Dazwischen schrieb im Jahr 2024 eine Gruppe jüdischer Gelehrter an den Papst und bat ihn, mehr Mitgefühl für Israels Leiden infolge des 7. Oktober zu zeigen. Ein italienischer Kardinal lobte einen italienisch-tunesischen Rapper, der während Italiens beliebtestem jährlichen Musikfestival „Stoppt den Völkermord!“ rief.
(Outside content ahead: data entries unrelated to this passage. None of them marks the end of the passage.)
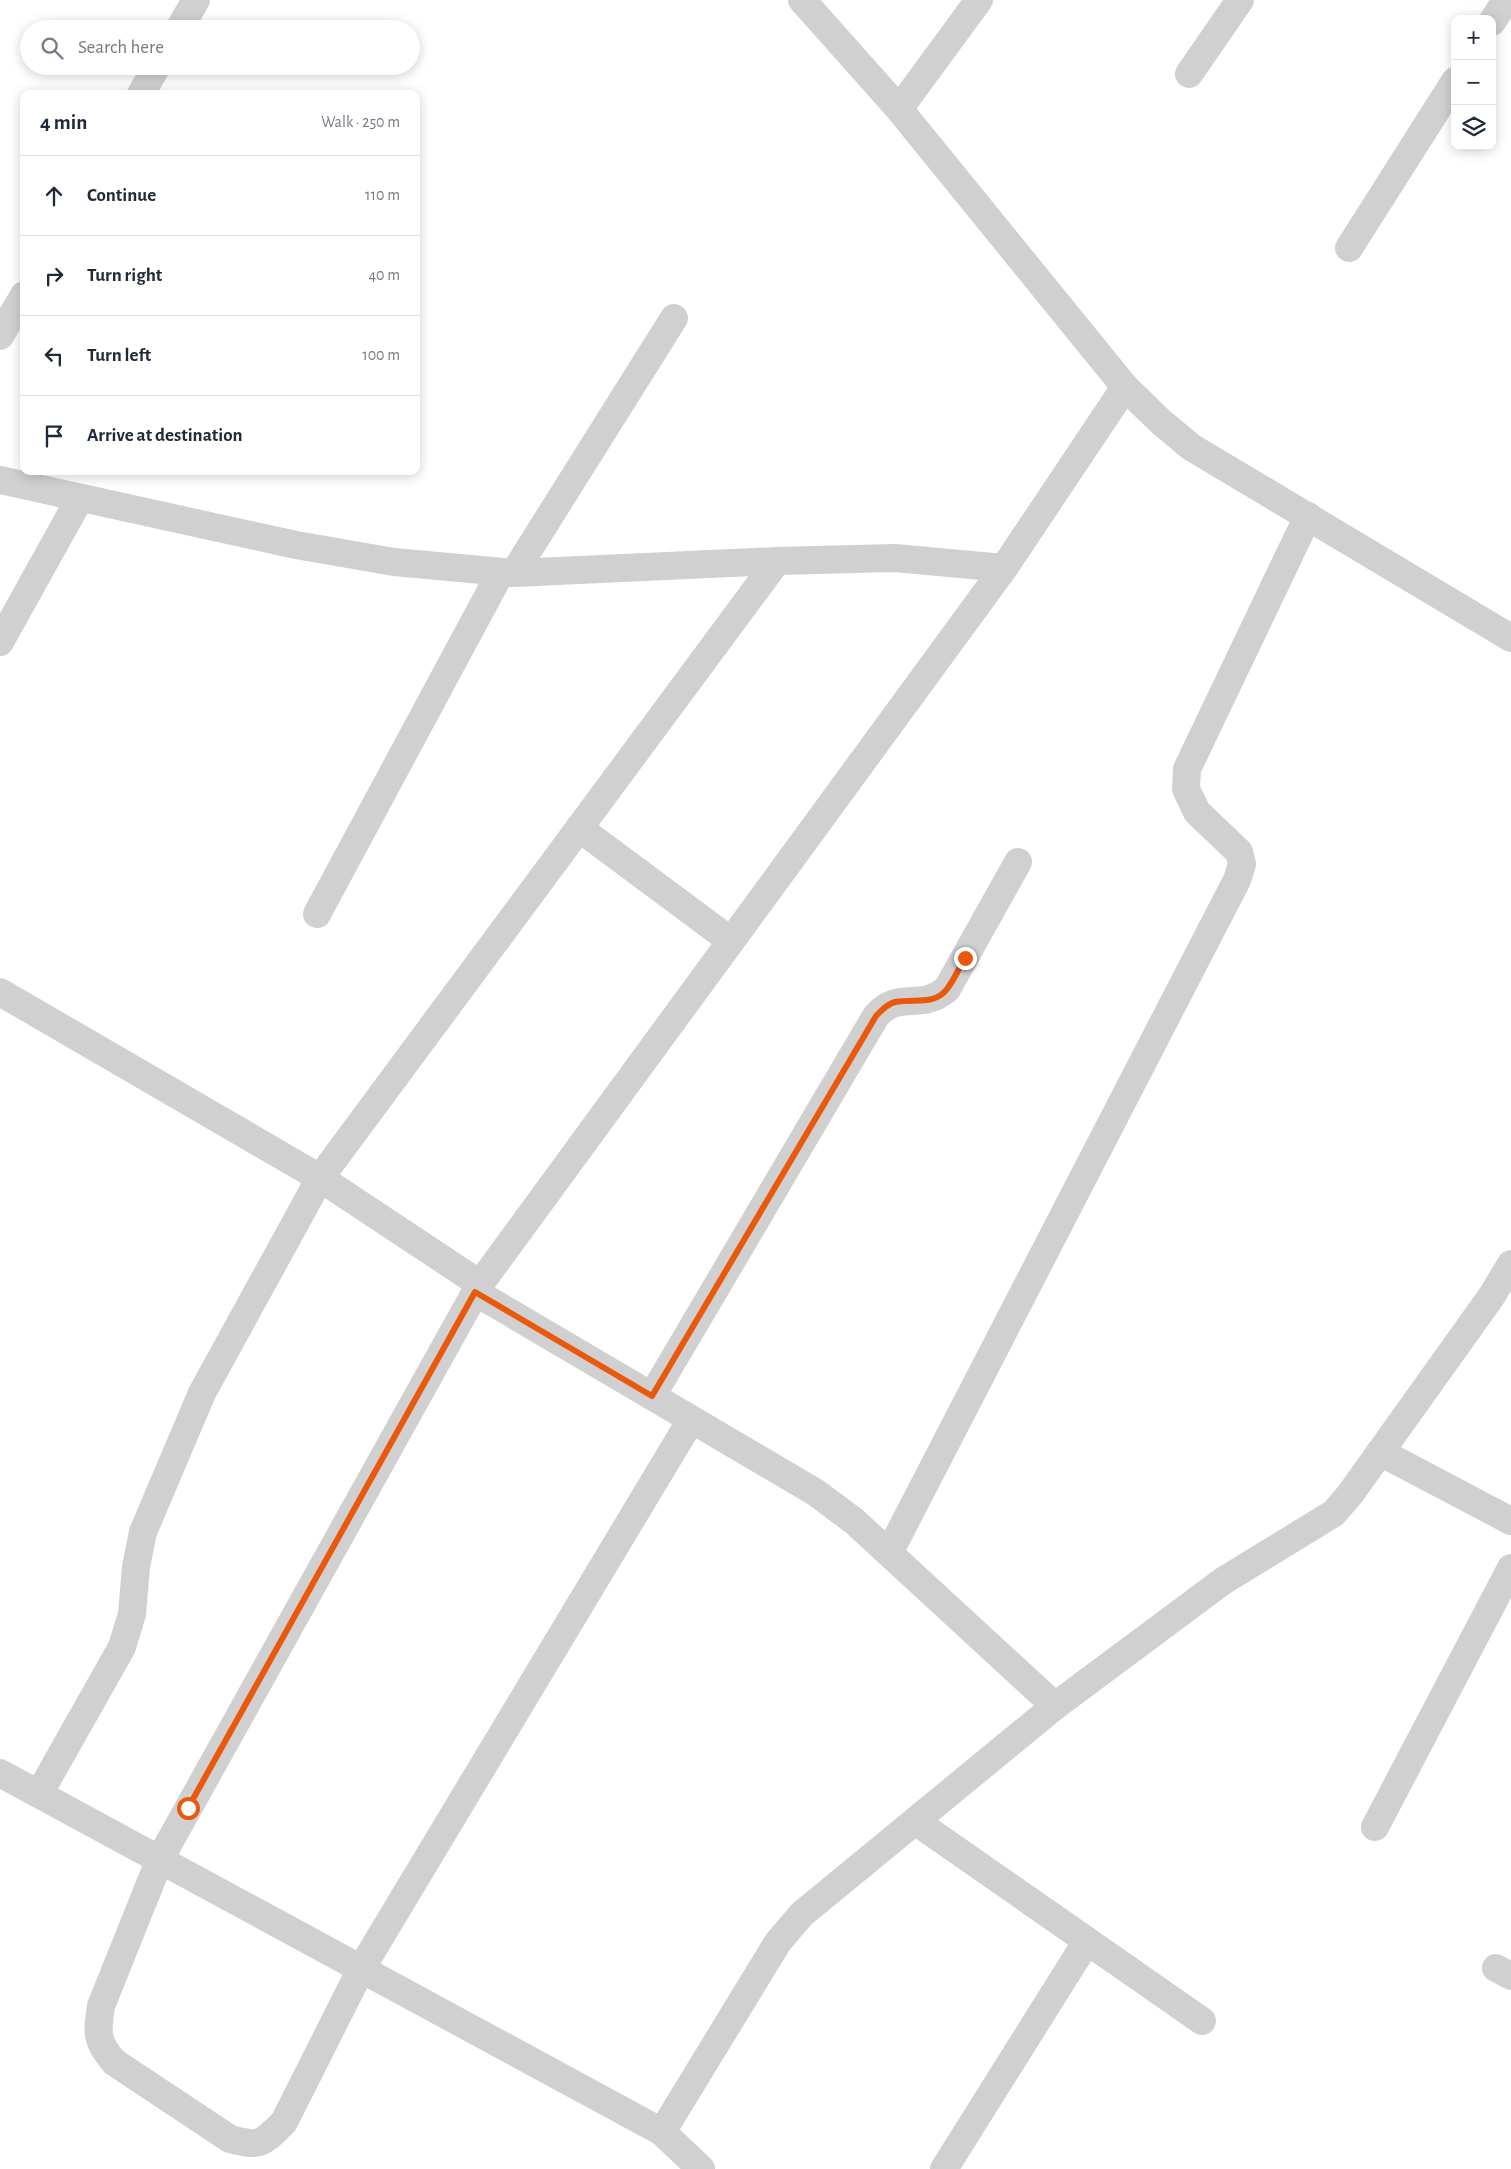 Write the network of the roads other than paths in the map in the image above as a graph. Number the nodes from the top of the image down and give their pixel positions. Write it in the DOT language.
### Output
graph roads {
  1 [pos="196,0"];
  2 [pos="802,0"];
  3 [pos="979,0"];
  4 [pos="1240,0"];
  5 [pos="1506,0"];
  6 [pos="1496,16"];
  7 [pos="184,20"];
  8 [pos="1188,74"];
  9 [pos="152,75"];
  10 [pos="1451,87"];
  11 [pos="143,90"];
  12 [pos="899,109"];
  13 [pos="1349,248"];
  14 [pos="20,302"];
  15 [pos="674,318"];
  16 [pos="0,336"];
  17 [pos="1125,387"];
  18 [pos="0,480"];
  19 [pos="80,498"];
  20 [pos="1308,516"];
  21 [pos="777,561"];
  22 [pos="1004,568"];
  23 [pos="508,573"];
  24 [pos="1511,638"];
  25 [pos="0,642"];
  26 [pos="579,828"];
  27 [pos="1018,862"];
  28 [pos="317,914"];
  29 [pos="731,941"];
  30 [pos="0,992"];
  31 [pos="320,1178"];
  32 [pos="1511,1264"];
  33 [pos="478,1288"];
  34 [pos="652,1396"];
  35 [pos="691,1420"];
  36 [pos="1380,1452"];
  37 [pos="1511,1521"];
  38 [pos="889,1553"];
  39 [pos="1511,1568"];
  40 [pos="1055,1706"];
  41 [pos="0,1773"];
  42 [pos="39,1794"];
  43 [pos="915,1821"];
  44 [pos="1375,1827"];
  45 [pos="160,1860"];
  46 [pos="1087,1941"];
  47 [pos="361,1969"];
  48 [pos="1202,2021"];
  49 [pos="662,2132"];
  50 [pos="701,2169"];
  51 [pos="944,2169"];
  1 -- 7 [label="street"];
  2 -- 12 [label="street"];
  3 -- 12 [label="street"];
  4 -- 8 [label="street"];
  5 -- 6 [label="street"];
  9 -- 11 [label="street"];
  10 -- 13 [label="street"];
  12 -- 17 [label="street"];
  14 -- 16 [label="street"];
  15 -- 23 [label="street"];
  17 -- 20 [label="street"];
  17 -- 22 [label="street"];
  18 -- 19 [label="street"];
  19 -- 23 [label="street"];
  19 -- 25 [label="street"];
  20 -- 24 [label="street"];
  20 -- 38 [label="street"];
  21 -- 22 [label="street"];
  21 -- 23 [label="street"];
  21 -- 26 [label="street"];
  22 -- 29 [label="street"];
  23 -- 28 [label="street"];
  26 -- 29 [label="street"];
  26 -- 31 [label="street"];
  27 -- 34 [label="street"];
  29 -- 33 [label="street"];
  30 -- 31 [label="street"];
  31 -- 33 [label="street"];
  31 -- 42 [label="street"];
  32 -- 36 [label="street"];
  33 -- 34 [label="street"];
  33 -- 45 [label="street"];
  34 -- 35 [label="street"];
  35 -- 38 [label="street"];
  35 -- 47 [label="street"];
  36 -- 37 [label="street"];
  36 -- 40 [label="street"];
  38 -- 40 [label="street"];
  39 -- 44 [label="street"];
  40 -- 43 [label="street"];
  41 -- 42 [label="street"];
  42 -- 45 [label="street"];
  43 -- 46 [label="street"];
  43 -- 49 [label="street"];
  45 -- 47 [label="street"];
  45 -- 47 [label="street"];
  46 -- 48 [label="street"];
  46 -- 51 [label="street"];
  47 -- 49 [label="street"];
  49 -- 50 [label="street"];
}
Der oberste Diplomat des Papstes nannte die israelische Militärreaktion auf den 7. Oktober „unverhältnismäßig“. Und in einem Essay im  Osservatore Romano  wurde argumentiert, der Antisemitismus sei nicht nur für die Juden, sondern auch für die Palästinenser ein Fluch gewesen, weil das Erbe des Holocaust den Boden für die Teilung, den Krieg von 1948 und das palästinensische Exil bereitet habe.

Dies ist übrigens nur eine unvollständige Liste der Zwischenfälle. Viele davon erregten ein wenig Aufmerksamkeit, als sie auftraten, andere nicht, aber nur wenige Beobachter haben die einzelnen Punkte miteinander verbunden, um das Gesamtbild zu präsentieren: Alles in allem war 2024 wahrscheinlich das schwierigste Jahr für die katholisch-jüdischen Beziehungen, seit der Vatikan und Israel 1993 volle diplomatische Beziehungen aufnahmen.

Seit  Nostrae Aetate  im Jahr 1965 und dem bahnbrechenden Besuch von Johannes Paul II. an der Klagemauer in Jerusalem im Jahr 2000 galt es als selbstverständlich, dass die jüdisch-katholische Freundschaft für immer währt. Dies ist vielleicht das erste Jahr im letzten Vierteljahrhundert, in dem Experten auf beiden Seiten diese Annahme in Frage stellen."